Cherokee County schools just got out for the summer, but a group of Reinhardt College's recent graduates are already gearing up for the new school year to begin. Twenty paraprofessionals (right) graduated this spring from the College's Price School of Education (PSOE) Parapro Program (Alternative Teacher Certification Program) and all have secured teaching positions in the county and will teach students in their own classrooms this fall.
Parapros support the classroom teacher in providing educational opportunities for each student. Their responsibilities include, but are not limited to: conducting small group or individual classroom activities based on lesson plans developed by the teacher, assisting in the supervision of students, and preparing materials for lesson instruction.
"I am very excited about the 2008-09 school year," said Deborah Wallace, a Canton resident who finished the year as a parapro at Liberty Elementary School but will begin teaching in the Early Intervention Program at Arnold Mill Elementary School this fall. "Reinhardt has given me the tools I need, as well as the experiences in the classroom, to be an effective and successful teacher."

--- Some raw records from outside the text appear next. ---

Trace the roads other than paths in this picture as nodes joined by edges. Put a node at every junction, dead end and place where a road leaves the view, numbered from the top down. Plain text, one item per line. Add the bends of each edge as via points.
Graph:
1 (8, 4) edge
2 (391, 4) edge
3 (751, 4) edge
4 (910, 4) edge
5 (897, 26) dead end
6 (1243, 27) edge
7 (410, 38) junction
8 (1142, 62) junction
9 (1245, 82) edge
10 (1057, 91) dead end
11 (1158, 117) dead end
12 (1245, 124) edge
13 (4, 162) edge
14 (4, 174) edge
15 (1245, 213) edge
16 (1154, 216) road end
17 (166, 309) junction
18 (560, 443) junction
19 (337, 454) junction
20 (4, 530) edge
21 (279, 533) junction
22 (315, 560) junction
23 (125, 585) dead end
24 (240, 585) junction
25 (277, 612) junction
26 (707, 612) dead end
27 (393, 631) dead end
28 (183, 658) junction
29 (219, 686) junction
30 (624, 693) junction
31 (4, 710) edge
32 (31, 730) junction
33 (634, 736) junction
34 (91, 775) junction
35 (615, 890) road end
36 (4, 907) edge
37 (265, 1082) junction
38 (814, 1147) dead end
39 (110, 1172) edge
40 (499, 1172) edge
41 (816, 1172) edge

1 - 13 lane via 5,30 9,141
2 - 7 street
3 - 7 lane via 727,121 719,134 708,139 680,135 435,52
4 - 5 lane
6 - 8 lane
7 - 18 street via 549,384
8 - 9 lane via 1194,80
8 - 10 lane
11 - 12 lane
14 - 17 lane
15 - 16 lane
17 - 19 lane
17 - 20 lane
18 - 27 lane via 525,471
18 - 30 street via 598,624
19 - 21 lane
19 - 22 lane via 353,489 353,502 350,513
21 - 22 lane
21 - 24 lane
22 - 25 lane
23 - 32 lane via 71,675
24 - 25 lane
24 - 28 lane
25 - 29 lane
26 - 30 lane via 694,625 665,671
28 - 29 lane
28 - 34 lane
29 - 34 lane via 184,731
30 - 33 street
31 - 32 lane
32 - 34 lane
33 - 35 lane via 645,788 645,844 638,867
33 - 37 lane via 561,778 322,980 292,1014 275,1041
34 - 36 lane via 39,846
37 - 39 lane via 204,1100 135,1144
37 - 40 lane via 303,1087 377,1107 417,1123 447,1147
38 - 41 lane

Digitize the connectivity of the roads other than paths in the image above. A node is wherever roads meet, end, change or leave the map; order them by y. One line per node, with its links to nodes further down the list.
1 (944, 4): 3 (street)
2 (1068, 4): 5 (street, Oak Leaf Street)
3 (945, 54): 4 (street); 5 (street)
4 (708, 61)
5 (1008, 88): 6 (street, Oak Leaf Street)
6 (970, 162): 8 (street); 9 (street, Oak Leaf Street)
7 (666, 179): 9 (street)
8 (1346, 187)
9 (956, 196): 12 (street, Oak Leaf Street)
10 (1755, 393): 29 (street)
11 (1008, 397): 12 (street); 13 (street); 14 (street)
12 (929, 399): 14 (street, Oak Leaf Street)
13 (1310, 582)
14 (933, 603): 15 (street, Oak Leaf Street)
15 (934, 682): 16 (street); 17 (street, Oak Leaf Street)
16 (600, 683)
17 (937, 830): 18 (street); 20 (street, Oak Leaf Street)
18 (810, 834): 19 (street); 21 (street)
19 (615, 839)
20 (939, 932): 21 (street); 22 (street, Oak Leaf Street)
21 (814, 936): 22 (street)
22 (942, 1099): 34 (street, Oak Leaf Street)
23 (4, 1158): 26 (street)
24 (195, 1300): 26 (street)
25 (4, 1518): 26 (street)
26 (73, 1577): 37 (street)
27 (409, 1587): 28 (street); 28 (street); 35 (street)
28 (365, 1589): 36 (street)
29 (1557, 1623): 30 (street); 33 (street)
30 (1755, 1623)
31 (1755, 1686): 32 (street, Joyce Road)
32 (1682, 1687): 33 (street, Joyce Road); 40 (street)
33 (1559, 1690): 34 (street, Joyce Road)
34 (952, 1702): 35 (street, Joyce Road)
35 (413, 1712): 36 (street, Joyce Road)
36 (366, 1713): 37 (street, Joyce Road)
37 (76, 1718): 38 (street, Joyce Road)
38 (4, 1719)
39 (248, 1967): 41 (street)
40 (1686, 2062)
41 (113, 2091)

The Parapro Program -- a pilot program launched in January 2005 by Reinhardt's PSOE, the Cherokee County School System and Appalachian Technical College -- allowed parapros to continue working full-time, earn their associate degree at Appalachian Tech and then complete their bachelor degree in early childhood education at Reinhardt. To earn a teaching degree at most schools, students must commit to full-time student teaching without working another job; for most working adults, losing one's income for a semester is impossible. Because of the parapros' extensive classroom experience, this innovative program allowed them to keep their full-time jobs and complete alternative student teaching experiences supplemented with PSOE courses.
The Parapro Program evolved from its initial format into Reinhardt's current WAIT (Working Adults Into Teaching) Program. WAIT, a degree completion program offered to students who have a two-year degree in education or equivalent hours, began in January 2008 and already has 30 students. These students take two evening classes each eight weeks for nine semesters then complete the program with traditional student teaching.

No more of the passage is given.